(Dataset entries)
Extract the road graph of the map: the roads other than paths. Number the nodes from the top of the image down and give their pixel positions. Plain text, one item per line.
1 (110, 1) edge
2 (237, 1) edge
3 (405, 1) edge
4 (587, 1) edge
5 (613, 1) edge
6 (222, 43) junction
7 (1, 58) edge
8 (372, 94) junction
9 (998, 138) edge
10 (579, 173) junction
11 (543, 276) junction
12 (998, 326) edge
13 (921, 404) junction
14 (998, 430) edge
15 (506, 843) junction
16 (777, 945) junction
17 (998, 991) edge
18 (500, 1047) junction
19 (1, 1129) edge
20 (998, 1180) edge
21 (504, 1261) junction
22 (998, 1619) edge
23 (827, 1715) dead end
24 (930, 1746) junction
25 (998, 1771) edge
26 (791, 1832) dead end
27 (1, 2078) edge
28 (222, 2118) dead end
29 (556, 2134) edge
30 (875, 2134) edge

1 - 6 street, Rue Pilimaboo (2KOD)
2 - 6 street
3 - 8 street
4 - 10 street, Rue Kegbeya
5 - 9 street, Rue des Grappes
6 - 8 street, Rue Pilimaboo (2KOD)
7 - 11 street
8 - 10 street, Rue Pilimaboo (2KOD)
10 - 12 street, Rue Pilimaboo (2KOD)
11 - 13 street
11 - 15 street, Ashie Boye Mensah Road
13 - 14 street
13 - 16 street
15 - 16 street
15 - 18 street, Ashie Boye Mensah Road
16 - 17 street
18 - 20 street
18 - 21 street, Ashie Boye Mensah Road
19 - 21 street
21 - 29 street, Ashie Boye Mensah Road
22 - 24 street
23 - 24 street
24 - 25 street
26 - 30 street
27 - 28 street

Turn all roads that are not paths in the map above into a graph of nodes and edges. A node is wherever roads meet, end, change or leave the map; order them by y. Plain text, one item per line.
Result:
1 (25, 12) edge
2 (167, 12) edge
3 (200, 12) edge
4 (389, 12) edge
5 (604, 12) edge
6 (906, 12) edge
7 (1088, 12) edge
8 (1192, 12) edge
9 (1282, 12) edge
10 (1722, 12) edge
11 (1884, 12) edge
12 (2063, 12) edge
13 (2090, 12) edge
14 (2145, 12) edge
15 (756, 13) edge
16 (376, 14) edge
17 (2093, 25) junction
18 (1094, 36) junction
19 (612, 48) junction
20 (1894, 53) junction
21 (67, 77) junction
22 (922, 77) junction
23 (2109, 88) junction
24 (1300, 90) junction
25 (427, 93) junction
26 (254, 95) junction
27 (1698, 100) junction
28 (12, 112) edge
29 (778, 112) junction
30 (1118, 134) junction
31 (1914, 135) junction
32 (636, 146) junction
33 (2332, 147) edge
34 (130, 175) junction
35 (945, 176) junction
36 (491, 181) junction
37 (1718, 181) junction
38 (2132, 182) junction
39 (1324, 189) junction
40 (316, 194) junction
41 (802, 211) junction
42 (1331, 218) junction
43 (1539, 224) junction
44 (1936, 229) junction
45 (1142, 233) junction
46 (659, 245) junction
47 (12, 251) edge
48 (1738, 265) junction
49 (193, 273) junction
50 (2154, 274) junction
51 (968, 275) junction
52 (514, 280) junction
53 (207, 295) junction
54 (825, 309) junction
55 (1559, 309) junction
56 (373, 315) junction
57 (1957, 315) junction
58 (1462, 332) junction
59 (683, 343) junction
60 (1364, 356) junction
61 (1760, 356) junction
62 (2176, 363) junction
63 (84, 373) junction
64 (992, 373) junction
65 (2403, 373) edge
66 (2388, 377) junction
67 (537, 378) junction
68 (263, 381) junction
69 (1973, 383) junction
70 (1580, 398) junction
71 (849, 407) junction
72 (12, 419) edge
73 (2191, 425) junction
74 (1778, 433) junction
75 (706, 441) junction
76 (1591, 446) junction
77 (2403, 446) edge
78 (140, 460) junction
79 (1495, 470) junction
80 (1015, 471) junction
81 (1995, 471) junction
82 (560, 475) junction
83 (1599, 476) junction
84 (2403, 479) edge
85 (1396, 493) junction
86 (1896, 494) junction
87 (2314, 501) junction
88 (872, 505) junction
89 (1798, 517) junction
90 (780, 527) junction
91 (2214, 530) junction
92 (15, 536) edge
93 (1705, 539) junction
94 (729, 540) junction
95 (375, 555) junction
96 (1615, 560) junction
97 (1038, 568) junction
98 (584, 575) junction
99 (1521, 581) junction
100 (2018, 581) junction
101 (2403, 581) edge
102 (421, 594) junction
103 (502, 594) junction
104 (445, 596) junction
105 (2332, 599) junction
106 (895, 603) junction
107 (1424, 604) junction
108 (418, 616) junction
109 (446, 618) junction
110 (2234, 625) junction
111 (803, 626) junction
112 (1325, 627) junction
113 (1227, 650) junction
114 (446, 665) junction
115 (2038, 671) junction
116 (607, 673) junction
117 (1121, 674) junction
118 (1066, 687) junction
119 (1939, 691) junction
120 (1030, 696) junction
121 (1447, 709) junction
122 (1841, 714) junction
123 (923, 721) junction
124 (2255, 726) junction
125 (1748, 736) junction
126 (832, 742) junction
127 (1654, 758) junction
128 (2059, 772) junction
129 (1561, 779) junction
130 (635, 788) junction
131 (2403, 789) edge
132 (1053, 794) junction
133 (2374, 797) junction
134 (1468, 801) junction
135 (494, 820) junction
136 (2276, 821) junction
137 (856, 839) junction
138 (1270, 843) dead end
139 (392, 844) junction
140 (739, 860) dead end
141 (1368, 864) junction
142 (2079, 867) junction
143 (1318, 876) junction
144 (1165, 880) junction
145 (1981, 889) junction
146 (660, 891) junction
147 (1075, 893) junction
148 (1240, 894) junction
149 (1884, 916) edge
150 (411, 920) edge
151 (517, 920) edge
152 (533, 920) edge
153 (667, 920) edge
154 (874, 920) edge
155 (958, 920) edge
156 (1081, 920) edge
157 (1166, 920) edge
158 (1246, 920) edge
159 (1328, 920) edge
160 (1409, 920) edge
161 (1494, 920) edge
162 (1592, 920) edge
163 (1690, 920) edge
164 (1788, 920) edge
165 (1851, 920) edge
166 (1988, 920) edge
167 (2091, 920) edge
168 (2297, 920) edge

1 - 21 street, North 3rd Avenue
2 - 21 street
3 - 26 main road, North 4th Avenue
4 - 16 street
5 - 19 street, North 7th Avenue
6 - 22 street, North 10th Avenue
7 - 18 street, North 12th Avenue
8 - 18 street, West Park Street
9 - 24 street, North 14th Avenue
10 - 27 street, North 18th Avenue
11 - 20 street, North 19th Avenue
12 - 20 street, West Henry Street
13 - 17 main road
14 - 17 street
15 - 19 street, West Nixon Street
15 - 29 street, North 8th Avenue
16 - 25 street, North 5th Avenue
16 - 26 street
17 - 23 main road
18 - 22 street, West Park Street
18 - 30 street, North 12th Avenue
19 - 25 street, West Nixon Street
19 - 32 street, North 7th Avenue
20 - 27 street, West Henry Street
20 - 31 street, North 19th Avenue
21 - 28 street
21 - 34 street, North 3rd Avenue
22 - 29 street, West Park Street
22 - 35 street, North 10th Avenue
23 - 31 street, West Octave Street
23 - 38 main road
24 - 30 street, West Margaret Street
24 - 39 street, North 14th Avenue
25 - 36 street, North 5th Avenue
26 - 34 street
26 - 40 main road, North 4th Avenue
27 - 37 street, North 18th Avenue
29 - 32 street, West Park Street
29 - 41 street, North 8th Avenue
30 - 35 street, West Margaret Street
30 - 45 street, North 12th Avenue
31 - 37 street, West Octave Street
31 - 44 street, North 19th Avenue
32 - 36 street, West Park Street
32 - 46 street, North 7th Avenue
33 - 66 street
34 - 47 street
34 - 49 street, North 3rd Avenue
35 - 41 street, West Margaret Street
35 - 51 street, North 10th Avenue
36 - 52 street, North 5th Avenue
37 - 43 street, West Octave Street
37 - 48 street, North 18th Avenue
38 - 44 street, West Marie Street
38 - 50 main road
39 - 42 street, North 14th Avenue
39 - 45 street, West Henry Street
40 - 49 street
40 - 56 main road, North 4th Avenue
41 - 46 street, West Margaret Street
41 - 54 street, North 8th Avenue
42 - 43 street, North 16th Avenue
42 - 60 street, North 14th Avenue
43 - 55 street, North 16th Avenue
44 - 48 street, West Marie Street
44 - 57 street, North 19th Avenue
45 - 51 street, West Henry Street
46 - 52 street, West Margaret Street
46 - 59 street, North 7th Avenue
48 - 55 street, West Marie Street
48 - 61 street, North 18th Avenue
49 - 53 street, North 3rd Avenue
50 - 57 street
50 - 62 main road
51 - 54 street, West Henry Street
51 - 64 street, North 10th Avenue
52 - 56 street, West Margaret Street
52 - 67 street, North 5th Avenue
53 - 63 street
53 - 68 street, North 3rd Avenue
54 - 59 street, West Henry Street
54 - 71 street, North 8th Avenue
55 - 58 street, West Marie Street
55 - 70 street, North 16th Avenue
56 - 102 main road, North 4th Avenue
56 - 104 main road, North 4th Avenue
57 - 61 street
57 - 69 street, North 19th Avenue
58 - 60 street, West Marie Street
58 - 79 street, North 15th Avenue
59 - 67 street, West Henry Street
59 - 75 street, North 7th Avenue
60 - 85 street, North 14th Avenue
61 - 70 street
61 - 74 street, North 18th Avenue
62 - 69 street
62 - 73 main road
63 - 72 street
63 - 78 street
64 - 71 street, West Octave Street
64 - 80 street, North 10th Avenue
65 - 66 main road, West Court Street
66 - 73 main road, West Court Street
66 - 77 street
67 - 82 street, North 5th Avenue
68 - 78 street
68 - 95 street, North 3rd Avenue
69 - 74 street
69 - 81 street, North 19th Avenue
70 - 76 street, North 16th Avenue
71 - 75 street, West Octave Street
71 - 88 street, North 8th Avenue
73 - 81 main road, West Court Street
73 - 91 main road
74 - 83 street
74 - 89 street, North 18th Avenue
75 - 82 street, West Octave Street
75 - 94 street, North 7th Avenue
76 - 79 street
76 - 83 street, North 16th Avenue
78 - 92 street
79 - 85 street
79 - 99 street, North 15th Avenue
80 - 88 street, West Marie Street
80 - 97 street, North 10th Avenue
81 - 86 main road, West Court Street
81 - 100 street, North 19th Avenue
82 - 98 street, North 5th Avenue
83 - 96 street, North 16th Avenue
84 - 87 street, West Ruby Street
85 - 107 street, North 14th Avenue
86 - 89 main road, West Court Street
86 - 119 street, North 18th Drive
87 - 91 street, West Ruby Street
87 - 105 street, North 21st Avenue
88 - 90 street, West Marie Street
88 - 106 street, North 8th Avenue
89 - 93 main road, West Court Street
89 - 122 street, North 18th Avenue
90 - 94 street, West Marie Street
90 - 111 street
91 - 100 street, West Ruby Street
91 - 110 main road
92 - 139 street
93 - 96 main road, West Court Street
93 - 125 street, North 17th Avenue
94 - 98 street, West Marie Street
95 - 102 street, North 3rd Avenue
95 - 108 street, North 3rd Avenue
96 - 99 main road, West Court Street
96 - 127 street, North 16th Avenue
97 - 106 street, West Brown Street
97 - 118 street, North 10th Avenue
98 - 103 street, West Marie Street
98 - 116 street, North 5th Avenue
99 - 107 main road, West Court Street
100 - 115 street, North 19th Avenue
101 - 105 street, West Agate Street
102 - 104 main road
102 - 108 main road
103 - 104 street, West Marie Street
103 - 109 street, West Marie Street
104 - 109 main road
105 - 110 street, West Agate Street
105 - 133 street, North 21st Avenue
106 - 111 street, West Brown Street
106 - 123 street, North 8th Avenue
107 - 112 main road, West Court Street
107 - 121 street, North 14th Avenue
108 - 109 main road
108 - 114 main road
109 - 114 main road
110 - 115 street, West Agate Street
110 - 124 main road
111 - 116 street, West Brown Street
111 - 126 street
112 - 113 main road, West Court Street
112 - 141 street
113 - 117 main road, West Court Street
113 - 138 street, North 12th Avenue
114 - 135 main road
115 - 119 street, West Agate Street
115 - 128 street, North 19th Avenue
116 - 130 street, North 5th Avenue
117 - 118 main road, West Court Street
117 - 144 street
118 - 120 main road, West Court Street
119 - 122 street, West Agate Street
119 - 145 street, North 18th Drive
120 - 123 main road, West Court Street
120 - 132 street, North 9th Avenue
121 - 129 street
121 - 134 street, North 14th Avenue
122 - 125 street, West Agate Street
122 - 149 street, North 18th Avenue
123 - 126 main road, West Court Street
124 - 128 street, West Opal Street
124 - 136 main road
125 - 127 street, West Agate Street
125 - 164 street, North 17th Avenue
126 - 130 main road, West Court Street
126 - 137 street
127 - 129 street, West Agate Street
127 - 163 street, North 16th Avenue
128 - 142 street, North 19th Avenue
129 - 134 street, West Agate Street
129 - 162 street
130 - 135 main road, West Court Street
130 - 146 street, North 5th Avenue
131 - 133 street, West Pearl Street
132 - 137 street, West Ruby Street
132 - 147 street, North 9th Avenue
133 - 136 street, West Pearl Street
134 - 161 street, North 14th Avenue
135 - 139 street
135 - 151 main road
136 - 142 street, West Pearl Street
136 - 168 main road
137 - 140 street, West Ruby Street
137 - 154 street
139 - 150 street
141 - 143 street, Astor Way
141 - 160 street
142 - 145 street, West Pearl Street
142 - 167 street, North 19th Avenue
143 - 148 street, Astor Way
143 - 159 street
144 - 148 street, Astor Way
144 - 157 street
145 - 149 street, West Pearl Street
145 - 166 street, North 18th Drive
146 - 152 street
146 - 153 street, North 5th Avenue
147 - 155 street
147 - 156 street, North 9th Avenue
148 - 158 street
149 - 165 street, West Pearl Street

- Problem statement: Among the lines above, list those that contain the word "Park".

- Your solution:
8 - 18 street, West Park Street
18 - 22 street, West Park Street
22 - 29 street, West Park Street
29 - 32 street, West Park Street
32 - 36 street, West Park Street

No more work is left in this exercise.